After four years of warming the bench in Baltimore, quarterback Tyrod Taylor finally earned an opportunity to compete for a starting job on the back of an effective training camp and a solid performance in the Buffalo Bills' first preseason game. With a professional CV only 35 passes long and the reputation of an athlete playing quarterback, Taylor needed to make a strong case to Buffalo's coaching staff that he has learned to play like a professional quarterback worthy of starting in the regular season. This past Thursday night against the Cleveland Browns, he did just that.
Before we dive in to each of Taylor's plays, let's remember the context for his game against the Browns:
- Taylor played three drives with Buffalo's first-string offense, but that unit was missing their top five running backs and their top four wide receivers. Midway through Taylor's second drive, he lost his fifth and sixth receivers to injury.

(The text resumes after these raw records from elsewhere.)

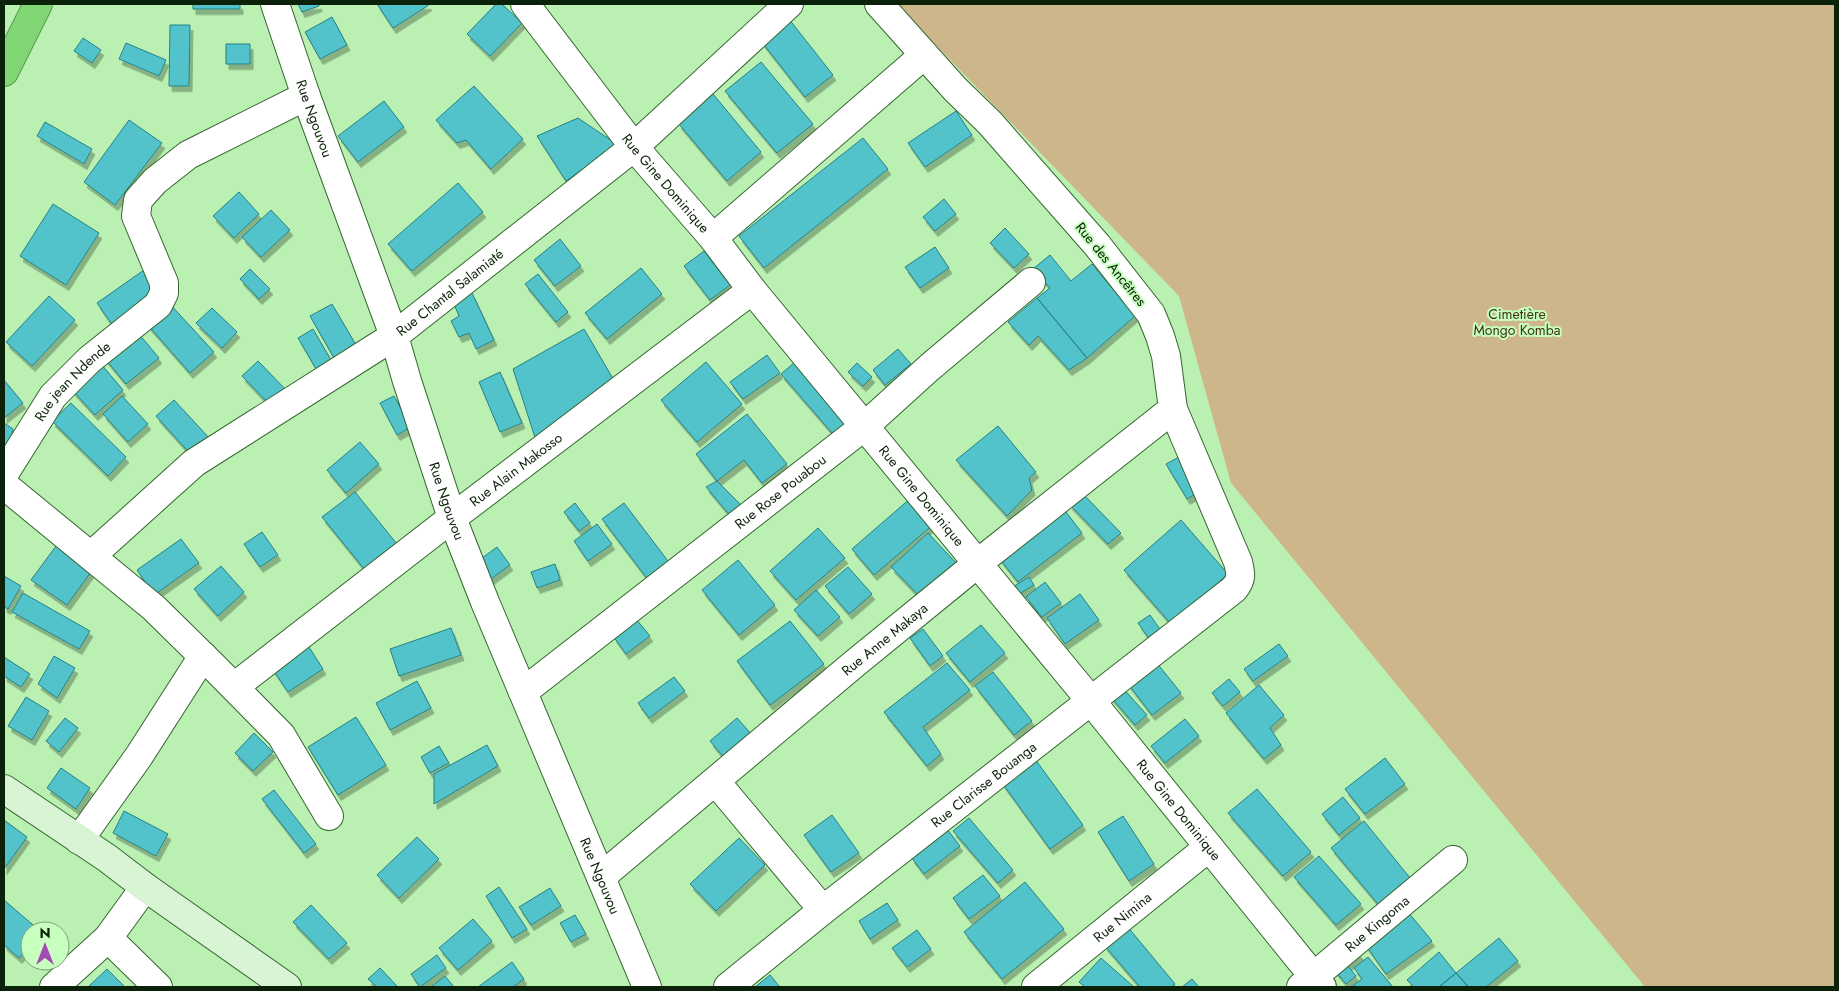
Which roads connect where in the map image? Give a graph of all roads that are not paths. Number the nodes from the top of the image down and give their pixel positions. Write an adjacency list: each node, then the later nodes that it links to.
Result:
1 (38, 4): 7 (highway)
2 (275, 4): 8 (street, Rue Ngouvou)
3 (525, 4): 9 (street, Rue Gine Dominique)
4 (788, 4): 9 (street, Rue Chantal Salamiaté)
5 (879, 4): 6 (street, Rue des Ancêtres)
6 (924, 55): 10 (street); 14 (street, Rue des Ancêtres)
7 (4, 72)
8 (306, 96): 13 (street, Rue Ngouvou); 16 (street, Rue jean Ndende)
9 (634, 147): 10 (street, Rue Gine Dominique); 13 (street, Rue Chantal Salamiaté)
10 (713, 238): 12 (street, Rue Gine Dominique)
11 (1031, 282): 15 (street, Rue Rose Pouabou)
12 (752, 290): 15 (street, Rue Gine Dominique); 18 (street, Rue Alain Makosso)
13 (394, 336): 18 (street, Rue Ngouvou); 19 (street, Rue Chantal Salamiaté)
14 (1173, 409): 20 (street, Rue Anne Makaya); 21 (street, Rue des Ancêtres)
15 (866, 425): 20 (street, Rue Gine Dominique); 24 (street, Rue Rose Pouabou)
16 (4, 474)
17 (4, 485): 19 (street)
18 (452, 518): 23 (street, Rue Alain Makosso); 24 (street, Rue Ngouvou)
19 (92, 555): 22 (street)
20 (978, 563): 25 (street, Rue Gine Dominique); 26 (street, Rue Anne Makaya)
21 (1240, 582): 25 (street, Rue Clarisse Bouanga)
22 (203, 656): 23 (street); 29 (street)
23 (234, 687): 28 (street)
24 (523, 692): 32 (street, Rue Ngouvou)
25 (1091, 701): 30 (street, Rue Gine Dominique); 34 (street, Rue Clarisse Bouanga)
26 (716, 782): 32 (street, Rue Anne Makaya); 34 (street)
27 (4, 789): 29 (street)
28 (329, 816)
29 (79, 840): 33 (street)
30 (1209, 847): 36 (street, Rue Gine Dominique); 42 (street, Rue Nimina)
31 (1453, 860): 36 (street, Rue Kingoma)
32 (601, 877): 40 (street, Rue Ngouvou)
33 (145, 887): 35 (street); 39 (street)
34 (823, 910): 41 (street, Rue Clarisse Bouanga)
35 (108, 938): 37 (street); 38 (street)
36 (1312, 984)
37 (54, 987)
38 (158, 987)
39 (287, 987)
40 (647, 987)
41 (728, 987)
42 (1036, 987)

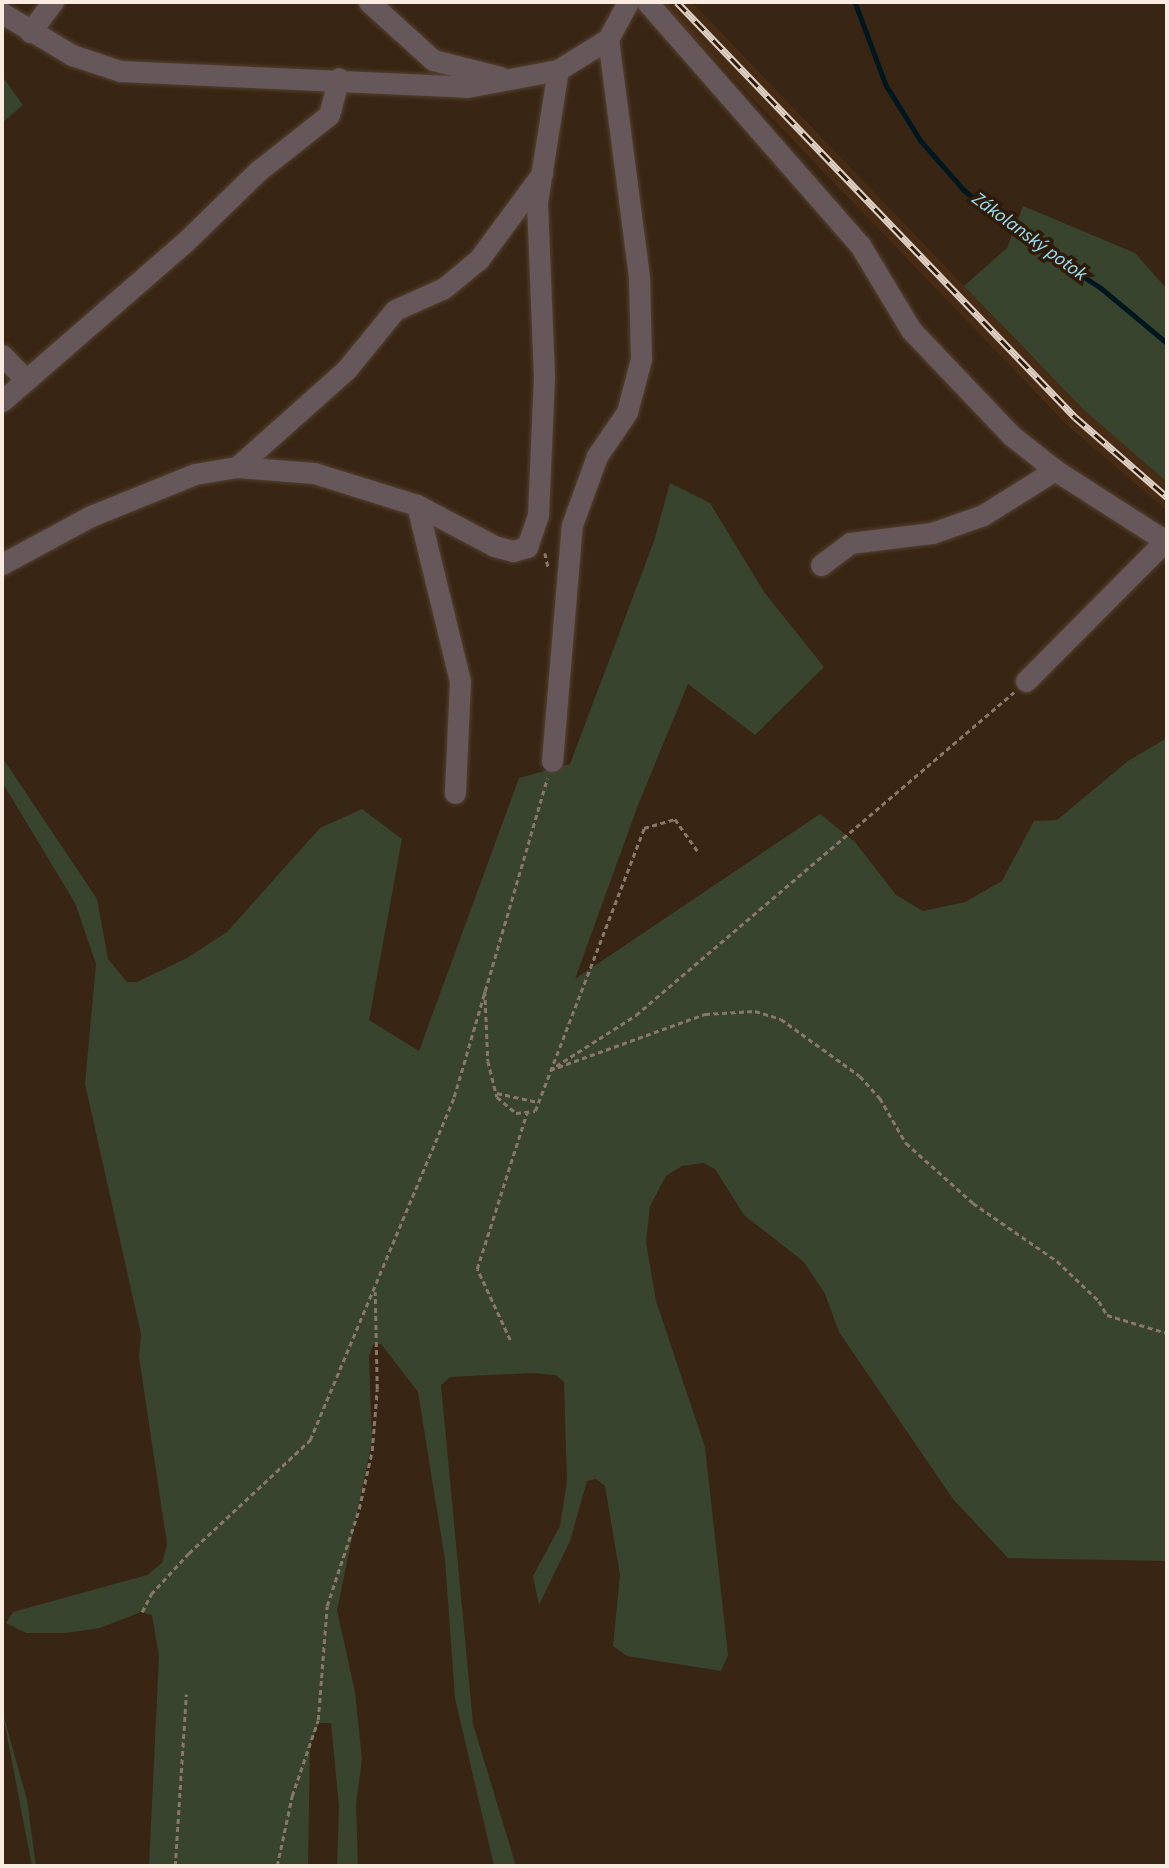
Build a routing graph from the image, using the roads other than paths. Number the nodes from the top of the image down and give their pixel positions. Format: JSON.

- He was playing against the Browns' first-team defense, minus Joe Haden and two backup cornerbacks. No. 2 corner Tramon Williams was starting, as was the talented front seven.
Going into the game, the prevailing rhetoric was that Taylor would be handcuffed by his lack of skill position players, and any modicum of success in spite of that handcuff would demonstrate that Taylor has NFL starter potential.
I've included a few highlights of some of the key plays from Taylor's start. If you are subscribed to NFL Gamepass, you can follow along to the individual play-by-play. You'll also find many of these plays in the highlights video from the game on BuffaloBills.com.
2-7, BUF18 (14:30) Tyrod Taylor pass to the left to Bronson Hill for no gain to the BUF 18. Tackled by Paul Kruger and Jordan Poyer.
Taylor's first pass was nothing fancy. The defense drops back into a zone, and Taylor checks down to his running back for no gain. He might have had Chris Hogan open for a short gain, but the pass is thrown in rhythm at the end of Taylor's drop, which is something you want to see your quarterback do.
3-7, BUF18 (14:00) Tyrod Taylor pass to the left to Deonte Thompson for 13 yards to the BUF 31. Tackled by Johnson Bademosi.
The second pass is a beauty. On third down, Taylor stays in the pocket and delivers a strike on a comeback route near the sideline. He fits it into a very tight window and moves the chains.
1-10, BUF31 (13:25) Tyrod Taylor pass to the right to Jerome Felton for 10 yards to the BUF 41. Tackled by Karlos Dansby.
This is a basic bootleg call: roll the quarterback out and let the fullback grab an easy five yards. Taylor does a passable effort selling the playfake, and his pass to Felton is accurate and on time.
3-8, BUF43 (11:20) Tyrod Taylor pass to the middle to Charles Clay for 11 yards to the CLE 46. Tackled by Donte Whitner.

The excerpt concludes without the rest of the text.